第059章 警告

翌日去参加交流会。到了那边, 她在楼梯口等莫维清,不过几分钟,就看到她和一位西装革履的男士从另一侧的拐角处过来。

那位男士长得非常出众, 只是眉眼冷淡, 不苟言笑,像是在哪儿见过似的。

“介绍一下,徐南遇,我们律所的大客户, 徐总。”莫维清落落大方地对她笑道。

“徐总好。”宁嘉终于想起来,他是海纳百川驻北京分部的负责人,她曾在财经报道上见过他。

徐南遇跟她简单打了招呼, 和莫维清一道去了会议厅。

宁嘉去了趟洗手间,过去时,会议厅里已经坐了不少人。她四处看了看, 挑了最角落的位置坐下。

因为这个位置上只有一张椅子, 她私心里想着一个人坐宽敞点。

谁知, 有人搬了把椅子在她身边坐下。

宁嘉回头,竟是沈霁。

她眉头皱了皱,转回了视线。
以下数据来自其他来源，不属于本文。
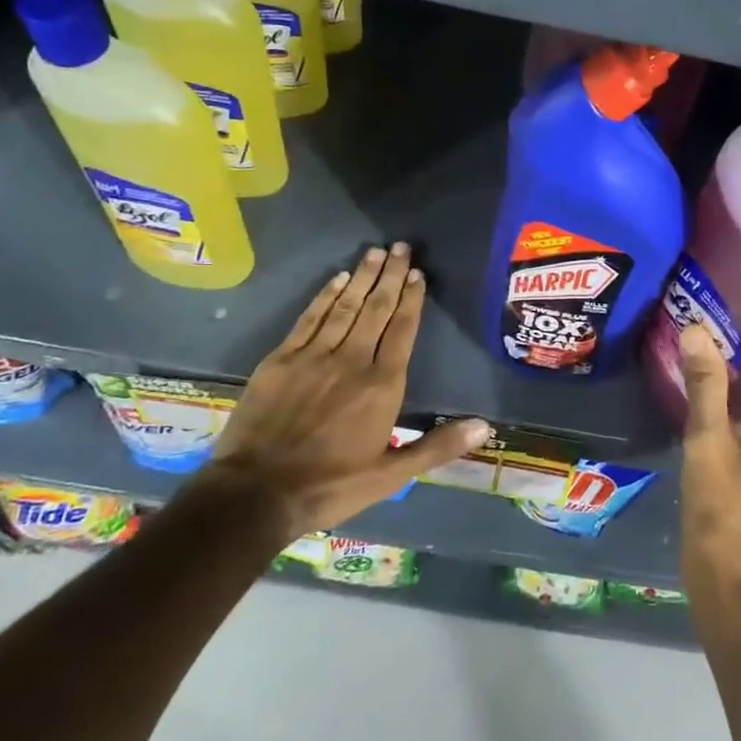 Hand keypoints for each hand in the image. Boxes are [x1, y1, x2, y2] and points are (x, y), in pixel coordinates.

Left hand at [205, 243, 490, 543]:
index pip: (402, 330)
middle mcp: (352, 360)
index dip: (411, 299)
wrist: (256, 494)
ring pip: (345, 306)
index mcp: (382, 385)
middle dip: (391, 275)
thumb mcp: (391, 476)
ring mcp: (314, 356)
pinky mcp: (282, 359)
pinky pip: (310, 318)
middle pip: (377, 308)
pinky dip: (325, 296)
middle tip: (400, 247)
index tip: (418, 273)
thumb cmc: (330, 486)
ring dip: (362, 277)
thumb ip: (438, 446)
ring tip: (376, 252)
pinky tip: (337, 279)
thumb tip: (485, 427)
毕竟, 这是公众场合,她也不能让人家别坐这儿不是。

只是,她确实想不明白,他们之间还有什么好聊的。

台上的执行合伙人在讲话, 弯腰将话筒对准自己, PPT也开始放映。一切,进入了正轨。只是,耳边传来沈霁不轻不重的声音, 扰着她的思绪:“你跟韩霖,怎么会走到一起?”

宁嘉没有搭理他。

“从小就一块儿长大的交情,都那么熟悉了,还能有激情?该不会是家里牵线,找个合适的就在一起吧?”

宁嘉还是懒得理他。

沈霁顿了下,又道:“你觉得你跟他能走到什么地步?”

宁嘉实在是忍无可忍:“沈霁,你能别像苍蝇一样在我耳边嗡嗡嗡吗?我跟韩霖怎么样,是我们自己的事情。跟你有什么关系?如果是律所的事情,请你在工作时间再跟我谈,如果是涉及我私人感情方面,我劝你闭嘴!我一个字都不想听!”

沈霁愣住,似乎是没想到她说话会这么不留情面,这么刺耳。

印象里,她虽然有些矫情,喜欢撒娇,待人接物方面还是非常周到的,至少,从不在人前说人长短,也不轻易给人难堪。

但是转念一想,他曾经确实给她造成了极大的伤害。

如果不是在意,她又何必如此尖刻?

这是不是意味着,她对过去的事情仍然难以释怀?

“对不起。”他缓声道。

宁嘉根本没有回头看他,半晌,情绪平复,她深深地吸了一口气:“你是为了什么而道歉呢?如果是过去的事情,那已经过去了,你没有必要道歉,那都是我自己一厢情愿。如果是现在,我希望你不要再来骚扰我,不管是以何种名义。”

沈霁心头一颤,认真地看向她。

虽然她没有看他,但是,她的侧脸冷静,一点也不像是在开玩笑。

也不像是在说气话。

过了会儿,宁嘉回头,跟他对视:“其实,你未必喜欢我。就像是小时候困于条件而没有得到过的玩具,现在你有条件了,就想要去得到。这不是喜欢,更不是爱,只是一种执念。”

“沈霁,你太自负了。”也太自卑。

沈霁深深地望着她,语声平静:“我是不是喜欢你,没有人比我更清楚。也许你说的有道理吧,我不否认,但是,你也不能把这种感情简单地归咎于‘执念’。”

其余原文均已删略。